WORK TASK: Would you copy each line of the data below that has "graph"?

RECORDS PROVIDED:
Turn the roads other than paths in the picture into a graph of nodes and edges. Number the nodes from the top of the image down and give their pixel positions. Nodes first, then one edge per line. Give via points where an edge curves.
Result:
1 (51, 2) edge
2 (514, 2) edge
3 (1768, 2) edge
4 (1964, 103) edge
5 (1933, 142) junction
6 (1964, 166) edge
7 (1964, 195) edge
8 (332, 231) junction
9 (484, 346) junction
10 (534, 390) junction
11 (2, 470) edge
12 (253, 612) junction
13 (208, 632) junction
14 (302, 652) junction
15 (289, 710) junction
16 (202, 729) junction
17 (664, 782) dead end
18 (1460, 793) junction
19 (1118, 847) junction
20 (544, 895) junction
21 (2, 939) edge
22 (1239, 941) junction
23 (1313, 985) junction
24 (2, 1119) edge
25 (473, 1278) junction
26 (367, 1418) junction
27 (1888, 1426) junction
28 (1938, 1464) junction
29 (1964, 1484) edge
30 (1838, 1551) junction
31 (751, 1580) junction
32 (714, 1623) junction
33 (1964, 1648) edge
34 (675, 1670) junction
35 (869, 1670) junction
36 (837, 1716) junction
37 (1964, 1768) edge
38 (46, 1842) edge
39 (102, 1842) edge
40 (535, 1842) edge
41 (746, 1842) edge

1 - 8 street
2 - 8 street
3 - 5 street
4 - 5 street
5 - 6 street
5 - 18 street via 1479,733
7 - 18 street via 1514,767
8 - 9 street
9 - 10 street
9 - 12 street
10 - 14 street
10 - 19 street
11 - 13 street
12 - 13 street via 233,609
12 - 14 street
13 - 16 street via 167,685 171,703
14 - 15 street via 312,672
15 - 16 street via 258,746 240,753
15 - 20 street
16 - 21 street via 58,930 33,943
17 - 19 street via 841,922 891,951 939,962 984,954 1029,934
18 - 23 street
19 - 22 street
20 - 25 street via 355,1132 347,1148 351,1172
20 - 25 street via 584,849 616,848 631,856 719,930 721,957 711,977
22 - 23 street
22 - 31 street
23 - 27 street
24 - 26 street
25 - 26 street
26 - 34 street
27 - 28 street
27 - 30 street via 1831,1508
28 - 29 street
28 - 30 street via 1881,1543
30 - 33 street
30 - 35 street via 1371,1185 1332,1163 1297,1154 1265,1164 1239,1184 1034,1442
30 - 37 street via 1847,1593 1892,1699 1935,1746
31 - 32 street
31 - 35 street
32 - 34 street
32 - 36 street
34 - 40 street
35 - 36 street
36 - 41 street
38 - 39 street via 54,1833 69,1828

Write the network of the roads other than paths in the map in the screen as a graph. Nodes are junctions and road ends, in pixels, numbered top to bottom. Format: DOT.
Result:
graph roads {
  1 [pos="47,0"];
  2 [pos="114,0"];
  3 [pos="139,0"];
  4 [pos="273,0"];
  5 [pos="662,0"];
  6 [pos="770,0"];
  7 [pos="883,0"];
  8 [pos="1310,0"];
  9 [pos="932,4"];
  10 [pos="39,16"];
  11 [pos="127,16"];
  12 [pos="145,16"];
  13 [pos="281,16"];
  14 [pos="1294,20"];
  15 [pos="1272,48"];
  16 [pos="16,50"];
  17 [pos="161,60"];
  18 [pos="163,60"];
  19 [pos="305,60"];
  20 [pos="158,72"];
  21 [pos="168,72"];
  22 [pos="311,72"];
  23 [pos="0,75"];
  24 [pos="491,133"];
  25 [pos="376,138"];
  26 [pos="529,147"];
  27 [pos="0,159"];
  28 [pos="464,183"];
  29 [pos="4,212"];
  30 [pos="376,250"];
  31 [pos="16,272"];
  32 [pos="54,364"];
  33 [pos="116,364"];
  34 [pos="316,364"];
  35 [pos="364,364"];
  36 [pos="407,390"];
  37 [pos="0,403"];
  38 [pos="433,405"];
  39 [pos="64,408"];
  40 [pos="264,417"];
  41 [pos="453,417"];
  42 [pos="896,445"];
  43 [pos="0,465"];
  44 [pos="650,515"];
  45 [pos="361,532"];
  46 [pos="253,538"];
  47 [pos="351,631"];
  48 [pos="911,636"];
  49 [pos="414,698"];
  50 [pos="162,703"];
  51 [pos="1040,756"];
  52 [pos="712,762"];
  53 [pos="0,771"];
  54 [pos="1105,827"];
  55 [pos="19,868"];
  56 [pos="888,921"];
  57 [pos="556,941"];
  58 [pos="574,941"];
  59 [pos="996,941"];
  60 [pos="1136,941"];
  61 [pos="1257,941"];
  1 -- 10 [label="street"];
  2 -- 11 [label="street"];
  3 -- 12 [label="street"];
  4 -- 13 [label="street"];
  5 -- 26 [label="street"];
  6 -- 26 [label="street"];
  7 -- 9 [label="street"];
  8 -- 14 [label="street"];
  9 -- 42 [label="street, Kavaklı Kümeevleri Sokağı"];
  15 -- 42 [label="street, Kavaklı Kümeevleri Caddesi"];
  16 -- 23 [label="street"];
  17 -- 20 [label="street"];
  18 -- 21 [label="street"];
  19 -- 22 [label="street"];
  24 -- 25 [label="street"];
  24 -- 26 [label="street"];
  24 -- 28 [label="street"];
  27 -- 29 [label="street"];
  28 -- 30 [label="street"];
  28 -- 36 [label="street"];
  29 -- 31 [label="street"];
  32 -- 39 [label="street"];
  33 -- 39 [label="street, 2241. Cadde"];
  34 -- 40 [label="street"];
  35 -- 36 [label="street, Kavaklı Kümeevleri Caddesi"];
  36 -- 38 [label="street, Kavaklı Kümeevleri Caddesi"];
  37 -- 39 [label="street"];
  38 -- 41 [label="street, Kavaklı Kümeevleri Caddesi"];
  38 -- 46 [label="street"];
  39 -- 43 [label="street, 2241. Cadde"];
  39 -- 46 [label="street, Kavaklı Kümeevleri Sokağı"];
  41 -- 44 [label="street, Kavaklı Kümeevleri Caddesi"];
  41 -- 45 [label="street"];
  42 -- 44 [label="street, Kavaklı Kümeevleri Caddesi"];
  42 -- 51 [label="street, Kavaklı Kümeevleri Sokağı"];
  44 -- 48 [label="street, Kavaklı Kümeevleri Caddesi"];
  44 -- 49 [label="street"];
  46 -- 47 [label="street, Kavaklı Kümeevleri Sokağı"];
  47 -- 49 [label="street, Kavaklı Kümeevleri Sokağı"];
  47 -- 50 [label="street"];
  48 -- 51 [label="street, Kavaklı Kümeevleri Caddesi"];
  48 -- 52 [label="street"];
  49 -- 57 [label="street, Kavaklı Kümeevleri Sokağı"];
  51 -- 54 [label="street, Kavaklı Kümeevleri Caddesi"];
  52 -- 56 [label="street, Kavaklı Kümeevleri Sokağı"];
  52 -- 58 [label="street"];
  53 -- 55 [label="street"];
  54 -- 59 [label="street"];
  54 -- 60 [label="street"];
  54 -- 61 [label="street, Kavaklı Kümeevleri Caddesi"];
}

YOUR SOLUTION:
Turn the roads other than paths in the picture into a graph of nodes and edges. Number the nodes from the top of the image down and give their pixel positions. Nodes first, then one edge per line. Give via points where an edge curves.
Write the network of the roads other than paths in the map in the screen as a graph. Nodes are junctions and road ends, in pixels, numbered top to bottom. Format: DOT.
graph roads {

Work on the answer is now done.